A tese de doutorado “ONG’s Transnacionais e os sentidos de sustentabilidade Amazônica: Imaginário, discurso e poder” deu ao professor do curso de Relações Públicas da Universidade Federal do Amazonas (Ufam), Jonas da Silva Gomes Júnior, 29, o 1º lugar na 4ª edição do Prêmio Celso Furtado de Desenvolvimento Regional.

O trabalho do mestre, que integra a Faculdade de Informação e Comunicação da Ufam (FIC), concorreu na categoria “Amazônia – Tecnologia e Inovações para o PRDA” do prêmio – a entrega da honraria acontecerá no próximo dia 5, às 13h (horário de Manaus), no auditório do Ministério da Integração Nacional, em Brasília.

Doutor em Sociedade e Cultura na Amazônia e Mestre em Ciências da Comunicação pela Ufam, o professor disse que sua tese investiga os discursos utilizados pelas ONGs Transnacionais Ambientalistas, levando em conta as projeções imagéticas e o contexto do desenvolvimento sustentável na Amazônia. “O estudo analisa os processos de significação e as características discursivas dessas ONGs, estabelecendo relações entre o discurso da Sustentabilidade Amazônica, a construção imaginária da região e ‘espetacularização do verde’ no mundo globalizado. A tese trabalha, ainda, com a perspectiva de que os discursos das transnacionais possuem consequências simbólicas, tais como a sustentação de diversos imaginários sobre a Amazônia”, explica o autor.
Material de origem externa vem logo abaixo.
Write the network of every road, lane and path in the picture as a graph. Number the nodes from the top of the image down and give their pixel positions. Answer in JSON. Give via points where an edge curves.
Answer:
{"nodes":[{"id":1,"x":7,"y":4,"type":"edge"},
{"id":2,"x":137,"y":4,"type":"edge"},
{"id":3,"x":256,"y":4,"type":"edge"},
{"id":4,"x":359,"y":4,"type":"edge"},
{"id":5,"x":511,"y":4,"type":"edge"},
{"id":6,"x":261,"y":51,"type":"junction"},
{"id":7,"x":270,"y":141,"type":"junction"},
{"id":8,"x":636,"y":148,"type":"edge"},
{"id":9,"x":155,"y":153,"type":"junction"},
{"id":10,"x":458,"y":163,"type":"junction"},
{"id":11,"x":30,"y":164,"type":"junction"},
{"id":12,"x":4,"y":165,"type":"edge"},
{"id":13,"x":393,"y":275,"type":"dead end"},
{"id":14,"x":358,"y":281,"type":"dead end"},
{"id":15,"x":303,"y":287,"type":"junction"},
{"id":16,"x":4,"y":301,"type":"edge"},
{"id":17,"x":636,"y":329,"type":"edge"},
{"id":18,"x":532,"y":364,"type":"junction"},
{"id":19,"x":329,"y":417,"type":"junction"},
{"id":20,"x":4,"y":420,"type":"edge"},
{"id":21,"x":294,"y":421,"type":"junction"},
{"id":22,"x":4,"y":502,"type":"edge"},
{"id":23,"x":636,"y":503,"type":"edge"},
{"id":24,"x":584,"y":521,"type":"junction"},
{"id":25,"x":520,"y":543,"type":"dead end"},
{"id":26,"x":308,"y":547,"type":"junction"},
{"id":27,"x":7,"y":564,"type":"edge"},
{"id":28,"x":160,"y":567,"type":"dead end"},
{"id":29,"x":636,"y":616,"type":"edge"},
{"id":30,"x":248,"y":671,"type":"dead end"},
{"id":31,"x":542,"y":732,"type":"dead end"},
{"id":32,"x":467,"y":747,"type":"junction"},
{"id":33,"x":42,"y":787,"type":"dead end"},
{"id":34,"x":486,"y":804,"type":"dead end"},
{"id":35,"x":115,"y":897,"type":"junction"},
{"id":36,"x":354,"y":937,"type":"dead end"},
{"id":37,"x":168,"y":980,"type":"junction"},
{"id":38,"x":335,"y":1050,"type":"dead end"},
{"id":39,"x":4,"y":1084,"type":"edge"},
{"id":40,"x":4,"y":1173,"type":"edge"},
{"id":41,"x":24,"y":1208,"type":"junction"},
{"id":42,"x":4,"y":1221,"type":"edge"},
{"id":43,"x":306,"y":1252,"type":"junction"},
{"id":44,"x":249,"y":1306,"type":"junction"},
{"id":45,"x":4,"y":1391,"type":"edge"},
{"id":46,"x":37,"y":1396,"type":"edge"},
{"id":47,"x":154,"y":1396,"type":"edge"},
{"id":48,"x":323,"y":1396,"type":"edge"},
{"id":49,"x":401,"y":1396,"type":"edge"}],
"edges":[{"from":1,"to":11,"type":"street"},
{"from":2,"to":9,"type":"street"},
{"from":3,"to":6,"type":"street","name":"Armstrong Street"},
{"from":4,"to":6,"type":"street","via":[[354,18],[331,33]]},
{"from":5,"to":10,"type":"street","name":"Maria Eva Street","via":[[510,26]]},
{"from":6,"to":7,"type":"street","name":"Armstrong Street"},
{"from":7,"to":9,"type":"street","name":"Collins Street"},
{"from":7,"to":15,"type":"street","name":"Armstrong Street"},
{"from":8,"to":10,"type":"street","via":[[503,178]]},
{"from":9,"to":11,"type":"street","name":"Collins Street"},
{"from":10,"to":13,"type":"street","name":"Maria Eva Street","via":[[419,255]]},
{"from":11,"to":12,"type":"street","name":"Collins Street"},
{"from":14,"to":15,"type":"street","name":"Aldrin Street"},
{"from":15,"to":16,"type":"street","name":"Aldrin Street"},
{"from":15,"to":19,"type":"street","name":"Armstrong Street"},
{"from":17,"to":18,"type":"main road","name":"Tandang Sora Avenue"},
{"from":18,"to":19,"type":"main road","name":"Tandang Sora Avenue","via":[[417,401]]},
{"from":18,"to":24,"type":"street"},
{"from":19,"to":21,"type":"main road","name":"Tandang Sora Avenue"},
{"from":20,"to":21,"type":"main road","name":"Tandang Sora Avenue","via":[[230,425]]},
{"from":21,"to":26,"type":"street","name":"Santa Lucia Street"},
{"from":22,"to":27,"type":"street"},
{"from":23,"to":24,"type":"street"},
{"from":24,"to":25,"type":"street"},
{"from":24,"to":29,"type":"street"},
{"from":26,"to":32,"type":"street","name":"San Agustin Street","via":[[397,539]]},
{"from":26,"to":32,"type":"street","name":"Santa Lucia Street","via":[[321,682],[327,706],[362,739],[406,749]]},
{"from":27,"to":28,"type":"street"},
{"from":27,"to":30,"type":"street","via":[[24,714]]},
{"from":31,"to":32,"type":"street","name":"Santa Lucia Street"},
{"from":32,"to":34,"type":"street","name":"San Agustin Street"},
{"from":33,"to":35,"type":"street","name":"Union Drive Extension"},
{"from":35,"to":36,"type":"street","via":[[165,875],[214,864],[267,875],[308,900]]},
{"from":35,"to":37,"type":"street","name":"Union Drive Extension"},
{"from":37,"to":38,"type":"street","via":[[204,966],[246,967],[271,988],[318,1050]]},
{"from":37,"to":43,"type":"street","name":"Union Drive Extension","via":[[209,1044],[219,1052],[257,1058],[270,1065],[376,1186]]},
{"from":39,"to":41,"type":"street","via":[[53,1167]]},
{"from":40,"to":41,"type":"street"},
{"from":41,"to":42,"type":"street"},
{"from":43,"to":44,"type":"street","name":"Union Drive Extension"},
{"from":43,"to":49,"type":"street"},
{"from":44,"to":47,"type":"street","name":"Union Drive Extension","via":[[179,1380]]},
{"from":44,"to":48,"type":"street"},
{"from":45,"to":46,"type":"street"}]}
Ele disse que a premiação foi uma “grande surpresa”, pois pesquisadores de todo o Brasil submeteram diversos trabalhos. “O Prêmio Celso Furtado de Desenvolvimento Regional é caracterizado por ter uma ampla concorrência. Por isso, não tinha expectativas em ser agraciado com esse prêmio do Ministério da Integração”, declara.

No resumo da tese, onde o mestre fala que “contudo, existe ainda um esquecimento do rico patrimônio cultural dos amazônidas”, ele explica que o patrimônio histórico-cultural das populações amazônicas, a riqueza das relações socioculturais, elementos indissociáveis do ser humano, muitas vezes, são esquecidos ou deslocados no discurso das ONGs; dessa forma, ao enfatizar o sentido de que a região é um patrimônio puramente natural, as riquezas históricas e culturais são suprimidas”. Nota-se, por exemplo, diz o professor, “que os indígenas são projetados nos textos analisados com representações habituais, rostos caracterizados, fenótipos e adereços. Essa visão estereotipada é recorrente em vários textos que se predispõe a reforçar a imagem pueril do índio”.

‘Sustentabilidade amazônica deve basear-se em uma visão complexa-integralizada’

Ao ser perguntado se a sustentabilidade na Amazônia é tratada como merece ser ou o que falta, o professor Jonas Júnior defendeu que a sustentabilidade amazônica deve basear-se em uma visão complexa-integralizada, não sendo possível conceber uma noção de sustentabilidade que separa discursivamente homem-natureza.

“A floresta amazônica é também sociedade-natureza–cultura. Sem este olhar complexo, a perspectiva da sustentabilidade amazônica, adotada pelo poder público e ONGs, permanecerá apenas um discurso esteticamente admirável, mas com implicações práticas redundantes. Um projeto de sustentabilidade amazônica deve necessariamente conjugar mudança na relação homem-natureza, alfabetização ecológica, mobilização para transformação, programas que levem em conta as populações tradicionais, integração entre ciência, tecnologia e conhecimentos tradicionais, gestão eficaz e eficiente de recursos e modelos que coloquem em evidência o ser humano.